Costello, who has never represented Trump though he once represented Trump’s former attorney Rudy Giuliani, takes direct aim at District Attorney Alvin Bragg’s indictment, suggesting it was riddled with legal issues and likely to be reversed if there is a jury conviction.

Costello’s prepared testimony confirms documents obtained by Just the News that show Cohen in 2018 told his defense team that he concocted the scheme to take out a home equity loan to pay porn star Stormy Daniels $130,000 in return for her silence about an alleged affair with Trump and that the former president didn’t know about the details.

“When asked if Trump had any knowledge of this, Cohen told me no,” Costello alleges in his prepared statement. “When asked whether Cohen got the $130,000 from Trump or any Trump entity or friend, Cohen again said no.

“When asked if this was from Cohen's own money, Cohen said no,”  Costello added. “He was asked where, then, did he get the money and Cohen explained he took out a HELOC Loan because he didn't want anybody to know where the money came from.”

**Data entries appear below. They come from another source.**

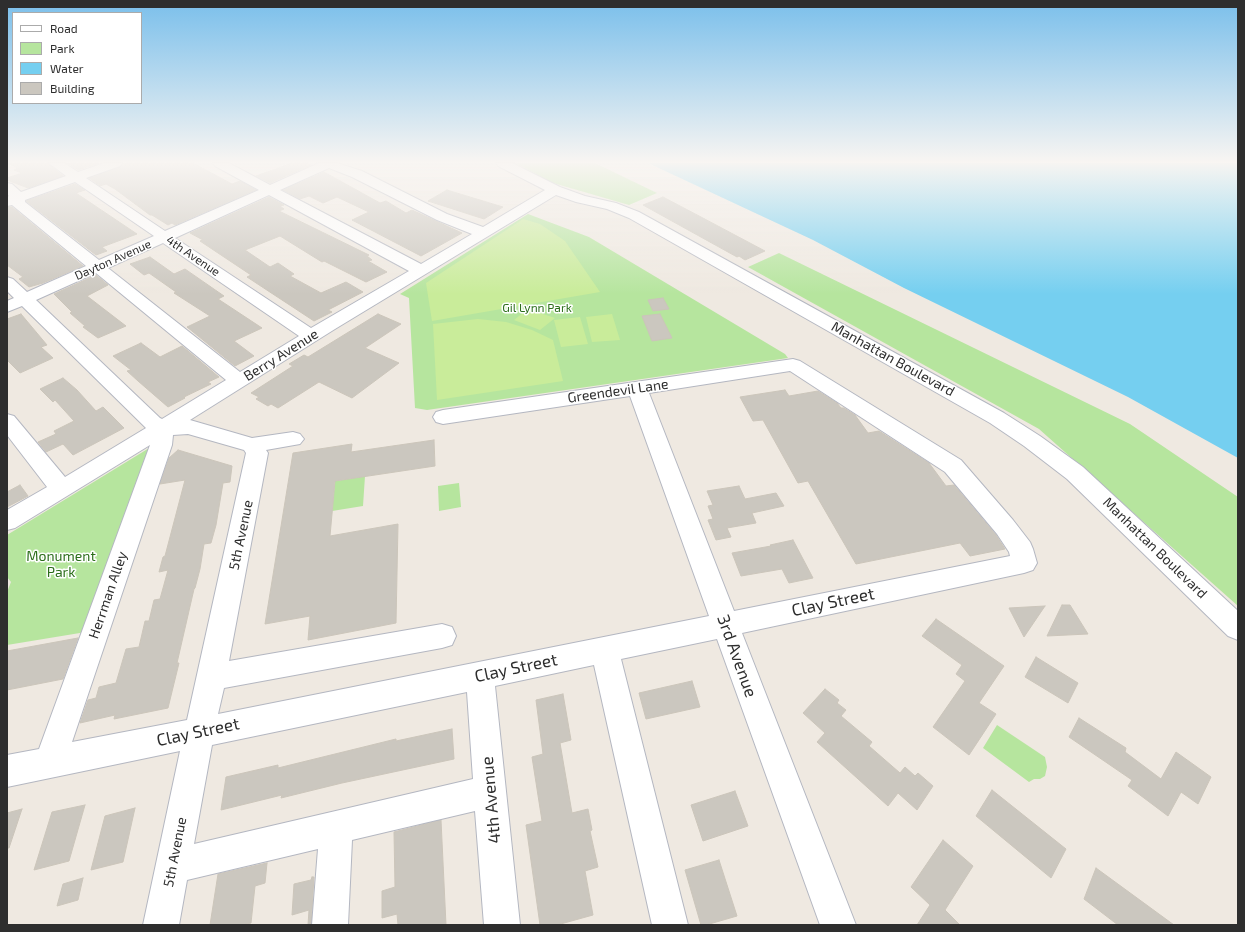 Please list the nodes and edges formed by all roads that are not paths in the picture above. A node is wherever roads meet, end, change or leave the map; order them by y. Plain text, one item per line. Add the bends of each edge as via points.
1 (21, 206) edge
2 (119, 206) edge
3 (233, 206) edge
4 (301, 206) edge
5 (423, 206) edge
6 (528, 206) edge
7 (612, 206) edge
8 (484, 233) junction
9 (165, 237) junction
10 (97, 267) junction
11 (420, 270) junction
12 (7, 282) edge
13 (24, 299) junction
14 (7, 307) edge
15 (311, 336) junction
16 (239, 381) junction
17 (637, 388) junction
18 (443, 417) dead end
19 (7, 421) edge
20 (163, 428) junction
21 (293, 439) dead end
22 (252, 445) junction
23 (61, 488) junction
24 (7, 521) edge
25 (1024, 563) joint
26 (725, 625) junction
27 (1238, 628) edge
28 (442, 636) dead end
29 (605, 650) junction
30 (212, 676) junction
31 (480, 676) junction
32 (199, 732) junction
33 (50, 762) junction
34 (7, 771) edge
35 (490, 792) junction
36 (336, 828) junction
37 (173, 866) junction
38 (161, 925) edge
39 (330, 925) edge
40 (502, 925) edge
41 (670, 925) edge
42 (838, 925) edge

1 - 10 street
2 - 9 street, 4th Avenue
3 - 9 street, Dayton Avenue
4 - 11 street
5 - 8 street via 442,217
6 - 8 street, Berry Avenue
7 - 27 street, Manhattan Boulevard via 634,215 947,389 1032,440 1080,478
8 - 11 street, Berry Avenue
9 - 10 street, Dayton Avenue
9 - 15 street, 4th Avenue
10 - 13 street, Dayton Avenue
10 - 16 street
11 - 15 street, Berry Avenue
12 - 13 street
13 - 14 street, Dayton Avenue
13 - 20 street via 153,423
15 - 16 street, Berry Avenue
16 - 20 street, Berry Avenue
17 - 18 street, Greendevil Lane
17 - 25 street, Greendevil Lane via 793,365 953,466 1005,527 1021,549
17 - 26 street, 3rd Avenue
19 - 23 street
20 - 22 street via 188,427
20 - 23 street, Berry Avenue
20 - 33 street, Herrman Alley via 161,445
21 - 22 street
22 - 30 street, 5th Avenue via 257,458
23 - 24 street, Berry Avenue
25 - 26 street, Clay Street
26 - 29 street, Clay Street
26 - 42 street, 3rd Avenue
28 - 30 street
29 - 31 street, Clay Street
29 - 41 street
30 - 32 street, 5th Avenue
31 - 32 street, Clay Street
31 - 35 street, 4th Avenue
32 - 33 street, Clay Street
32 - 37 street, 5th Avenue
33 - 34 street, Clay Street
35 - 36 street
35 - 40 street, 4th Avenue
36 - 37 street
36 - 39 street
37 - 38 street, 5th Avenue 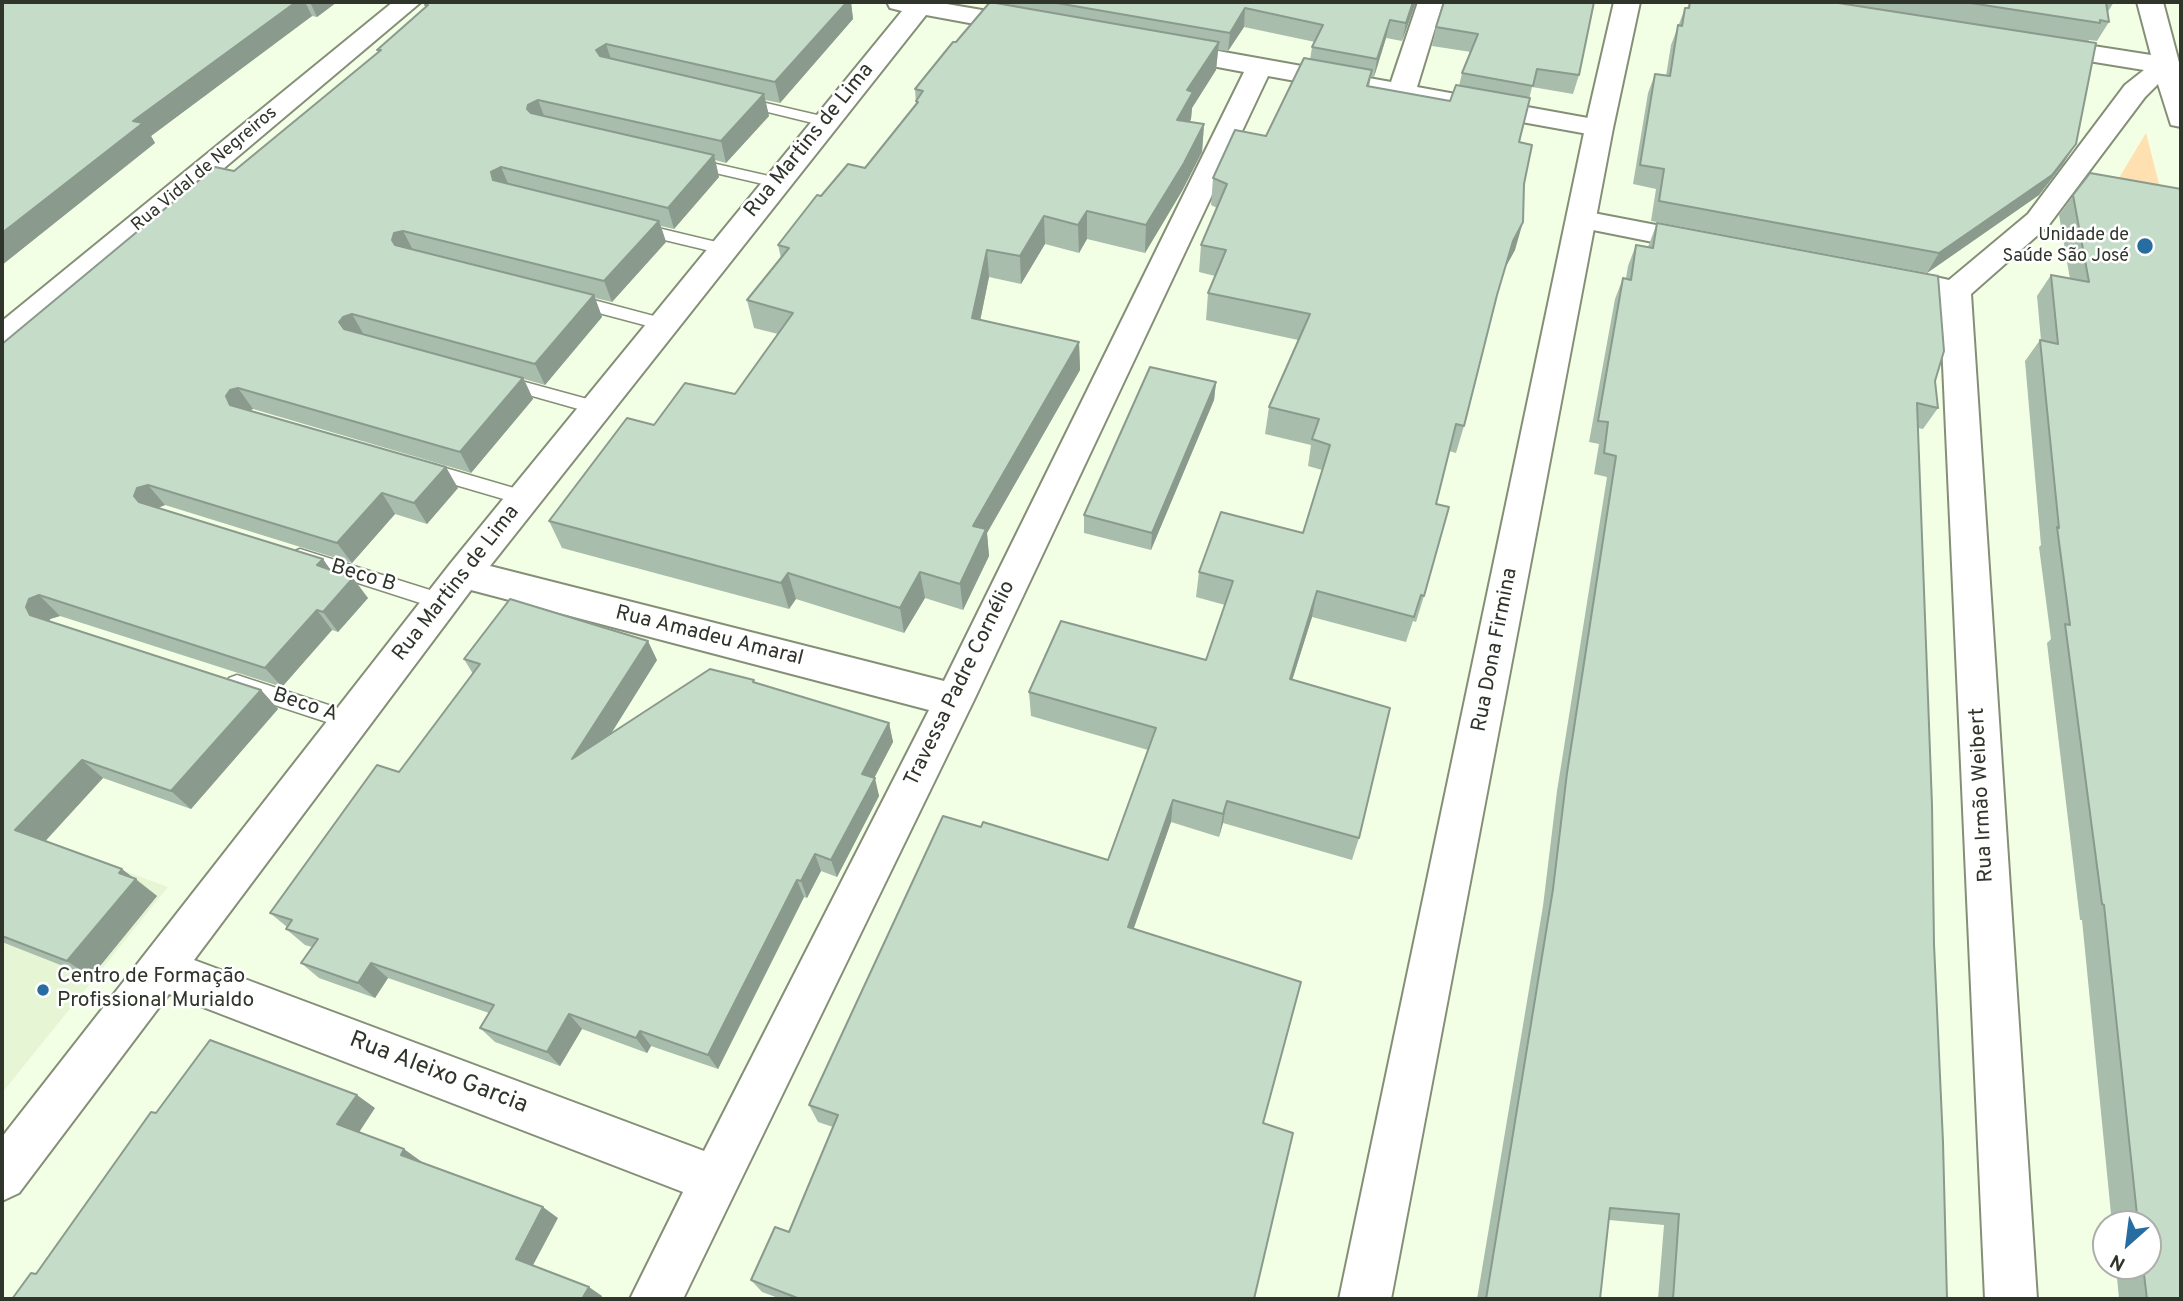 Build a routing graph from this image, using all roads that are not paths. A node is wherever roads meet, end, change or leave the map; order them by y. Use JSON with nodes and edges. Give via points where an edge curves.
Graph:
{"nodes":[{"id":1,"x":408,"y":2,"type":"edge"},
{"id":2,"x":1431,"y":2,"type":"edge"},
{"id":3,"x":1627,"y":2,"type":"edge"},
{"id":4,"x":2150,"y":2,"type":"edge"},
{"id":5,"x":911,"y":3,"type":"edge"},
{"id":6,"x":1056,"y":30,"type":"edge"},
{"id":7,"x":2019,"y":42,"type":"edge"},
{"id":8,"x":1138,"y":44,"type":"edge"},
{"id":9,"x":2165,"y":65,"type":"junction"},
{"id":10,"x":1260,"y":66,"type":"junction"},
{"id":11,"x":1402,"y":91,"type":"junction"},
{"id":12,"x":719,"y":96,"type":"edge"},
{"id":13,"x":2181,"y":119,"type":"edge"},
{"id":14,"x":825,"y":121,"type":"junction"},
{"id":15,"x":1599,"y":128,"type":"junction"},
{"id":16,"x":681,"y":160,"type":"edge"},
{"id":17,"x":776,"y":182,"type":"junction"},
{"id":18,"x":1583,"y":220,"type":"junction"},
{"id":19,"x":616,"y":222,"type":"edge"},
{"id":20,"x":1729,"y":248,"type":"edge"},
{"id":21,"x":723,"y":249,"type":"junction"},
{"id":22,"x":1902,"y":281,"type":"edge"},
{"id":23,"x":1955,"y":290,"type":"junction"},
{"id":24,"x":558,"y":297,"type":"edge"},
{"id":25,"x":663,"y":324,"type":"junction"},
{"id":26,"x":2,"y":338,"type":"edge"},
{"id":27,"x":479,"y":376,"type":"edge"},
{"id":28,"x":596,"y":408,"type":"junction"},
{"id":29,"x":407,"y":464,"type":"edge"},
{"id":30,"x":524,"y":498,"type":"junction"},
{"id":31,"x":283,"y":552,"type":"edge"},
{"id":32,"x":453,"y":588,"type":"junction"},
{"id":33,"x":218,"y":678,"type":"edge"},
{"id":34,"x":954,"y":700,"type":"junction"},
{"id":35,"x":351,"y":720,"type":"junction"},
{"id":36,"x":160,"y":969,"type":"junction"},
{"id":37,"x":2,"y":1176,"type":"edge"},
{"id":38,"x":715,"y":1180,"type":"junction"},
{"id":39,"x":656,"y":1299,"type":"edge"},
{"id":40,"x":1365,"y":1299,"type":"edge"},
{"id":41,"x":2011,"y":1299,"type":"edge"}],
"edges":[{"from":1,"to":26,"type":"street","name":"Rua Vidal de Negreiros"},
{"from":2,"to":11,"type":"street"},
{"from":3,"to":15,"type":"street","name":"Rua Dona Firmina"},
{"from":4,"to":9,"type":"street"},
{"from":5,"to":6,"type":"street"},
{"from":5,"to":14,"type":"street","name":"Rua Martins de Lima"},
{"from":7,"to":9,"type":"street"},
{"from":8,"to":10,"type":"street"},
{"from":9,"to":13,"type":"street"},
{"from":9,"to":23,"type":"street","via":[[2135,91],[2038,219]]},
{"from":10,"to":11,"type":"street"},
{"from":10,"to":34,"type":"street","name":"Travessa Padre Cornélio"},
{"from":11,"to":15,"type":"street"},
{"from":12,"to":14,"type":"lane"},
{"from":14,"to":17,"type":"street","name":"Rua Martins de Lima"},
{"from":15,"to":18,"type":"street","name":"Rua Dona Firmina"},
{"from":16,"to":17,"type":"lane"},
{"from":17,"to":21,"type":"street","name":"Rua Martins de Lima"},
{"from":18,"to":20,"type":"street"},
{"from":18,"to":40,"type":"street","name":"Rua Dona Firmina"},
{"from":19,"to":21,"type":"lane"},
{"from":21,"to":25,"type":"street","name":"Rua Martins de Lima"},
{"from":22,"to":23,"type":"street"},
{"from":23,"to":41,"type":"street","name":"Rua Irmão Weibert"},
{"from":24,"to":25,"type":"lane"},
{"from":25,"to":28,"type":"street","name":"Rua Martins de Lima"},
{"from":27,"to":28,"type":"lane"},
{"from":28,"to":30,"type":"street","name":"Rua Martins de Lima"},
{"from":29,"to":30,"type":"lane"},
{"from":30,"to":32,"type":"street","name":"Rua Martins de Lima"},
{"from":31,"to":32,"type":"lane","name":"Beco B"},
{"from":32,"to":34,"type":"street","name":"Rua Amadeu Amaral"},
{"from":32,"to":35,"type":"street","name":"Rua Martins de Lima"},
{"from":33,"to":35,"type":"lane","name":"Beco A"},
{"from":34,"to":38,"type":"street","name":"Travessa Padre Cornélio"},
{"from":35,"to":36,"type":"street","name":"Rua Martins de Lima"},
{"from":36,"to":37,"type":"street","name":"Rua Martins de Lima"},
{"from":36,"to":38,"type":"street","name":"Rua Aleixo Garcia"},
{"from":38,"to":39,"type":"street","name":"Travessa Padre Cornélio"}]}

Costello’s account directly contradicts the theory of the case laid out by Bragg’s prosecutors, who told the jury that Trump “orchestrated" the whole scheme to deceive voters in 2016 about alleged sexual indiscretions. Cohen also testified in the trial this week he acted on the instructions of Trump when he made the payment.

Costello’s contemporaneous notes and his upcoming testimony before Congress, however, align with other witnesses in Bragg’s case who have already testified that Trump never told them to pay the money and that’s Trump motivation for wanting to keep Stormy Daniels' allegations buried was to protect his wife, Melania.

Cohen told his defense team he arranged the payments because he saw it as “a way to ingratiate himself with Donald Trump and save embarrassment for Melania because he knew that Donald Trump was very concerned about not doing anything to embarrass Melania,” Costello will tell Congress.

It is unclear yet whether Costello will be called as a defense witness later in Trump’s trial, but his testimony planned for Wednesday gives Trump’s allies plenty of ammunition to use, at least in the court of public opinion.

Specifically, Costello will allege that Cohen tuned on Trump because he felt left behind when he didn’t get a job in the Trump administration in Washington and that he demonstrated a propensity to change stories that alienated federal prosecutors and defense lawyers alike.

“He lied repeatedly both about consequential and inconsequential details. Whenever it suited his purposes, Michael Cohen showed no hesitation to lie,” Costello’s testimony stated. “The pattern is consistent that Cohen lies when he thinks it is to his own advantage but tells the truth when it is to Michael Cohen's own advantage.”

Determining whether Cohen is to believed will likely will be a herculean task for jurors.